I win! But not really. Through the process of the show, I gradually deflate, unconcerned by any of the noteless howls and date-rape conviviality colliding before my eyes. I stare long and hard at Dulli — who appears to have gone from unlikely rock god to unlikable apartment manager, gravity pulling his features to a sallow cruelty — and beg for an answer, only momentarily distracted by the occasional, pained Screaming Mark Lanegan cameo. Jim Faherty, tipsy beyond recognition, grabs on to me with a shot in his hand directed at my mouth, beyond speech, and everything feels like a brain-'n'-liquor wash meant to be forgotten.
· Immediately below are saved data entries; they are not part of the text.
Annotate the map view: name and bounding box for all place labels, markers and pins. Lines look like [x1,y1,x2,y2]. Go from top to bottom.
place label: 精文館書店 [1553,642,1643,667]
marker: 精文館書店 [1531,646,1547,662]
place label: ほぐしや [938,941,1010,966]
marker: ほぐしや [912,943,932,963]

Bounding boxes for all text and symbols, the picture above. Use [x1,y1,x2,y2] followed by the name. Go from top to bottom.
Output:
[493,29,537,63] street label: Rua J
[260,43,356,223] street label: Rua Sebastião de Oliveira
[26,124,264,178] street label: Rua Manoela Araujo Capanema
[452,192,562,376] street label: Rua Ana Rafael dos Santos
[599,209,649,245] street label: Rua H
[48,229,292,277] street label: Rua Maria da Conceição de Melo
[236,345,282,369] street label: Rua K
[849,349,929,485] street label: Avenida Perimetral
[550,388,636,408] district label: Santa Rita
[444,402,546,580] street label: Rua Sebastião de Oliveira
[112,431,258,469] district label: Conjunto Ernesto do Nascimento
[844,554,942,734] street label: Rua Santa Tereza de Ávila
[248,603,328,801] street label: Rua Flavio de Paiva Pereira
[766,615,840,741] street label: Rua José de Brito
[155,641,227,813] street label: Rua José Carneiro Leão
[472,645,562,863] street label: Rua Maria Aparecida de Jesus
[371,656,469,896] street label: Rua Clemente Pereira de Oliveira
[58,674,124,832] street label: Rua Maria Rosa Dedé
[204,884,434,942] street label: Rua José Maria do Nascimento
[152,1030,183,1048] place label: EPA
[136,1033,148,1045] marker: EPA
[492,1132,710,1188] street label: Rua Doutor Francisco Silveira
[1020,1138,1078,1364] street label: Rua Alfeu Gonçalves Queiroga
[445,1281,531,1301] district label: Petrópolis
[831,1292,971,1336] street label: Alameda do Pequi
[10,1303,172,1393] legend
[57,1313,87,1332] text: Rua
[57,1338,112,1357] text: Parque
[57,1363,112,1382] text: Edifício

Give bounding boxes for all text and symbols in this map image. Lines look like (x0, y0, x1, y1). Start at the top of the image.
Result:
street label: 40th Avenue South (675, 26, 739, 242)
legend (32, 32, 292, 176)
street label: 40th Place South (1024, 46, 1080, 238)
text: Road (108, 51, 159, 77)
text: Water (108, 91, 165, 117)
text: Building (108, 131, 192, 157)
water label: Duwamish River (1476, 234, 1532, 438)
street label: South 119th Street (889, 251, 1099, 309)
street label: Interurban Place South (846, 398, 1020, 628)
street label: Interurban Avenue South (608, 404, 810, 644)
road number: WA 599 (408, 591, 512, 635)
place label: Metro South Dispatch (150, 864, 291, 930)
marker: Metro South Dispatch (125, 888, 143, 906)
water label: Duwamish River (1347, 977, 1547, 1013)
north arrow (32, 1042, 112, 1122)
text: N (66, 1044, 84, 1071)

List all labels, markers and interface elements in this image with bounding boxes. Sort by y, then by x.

After the show, I grab Colleen and wheel her wobble to the tour bus with one last hope of something, anything, to justify my adoration. The touring guitarist, Dave Rosser, arrives, and I give him my card to give to Dulli, certain he'll pull his paunch out for a quick hello. But opportunity dies when a full-on traveling fan — the kind with bangs and a mullet — decides to sidetrack Rosser with insistent discussions of tour occurrences in Tel Aviv and Rhode Island, things I could never care about, especially not through bangs. Israel is not involved in my habit.

"You still want him?" I pout at Colleen as I turn, tail-tucked, to walk away. "He's yours."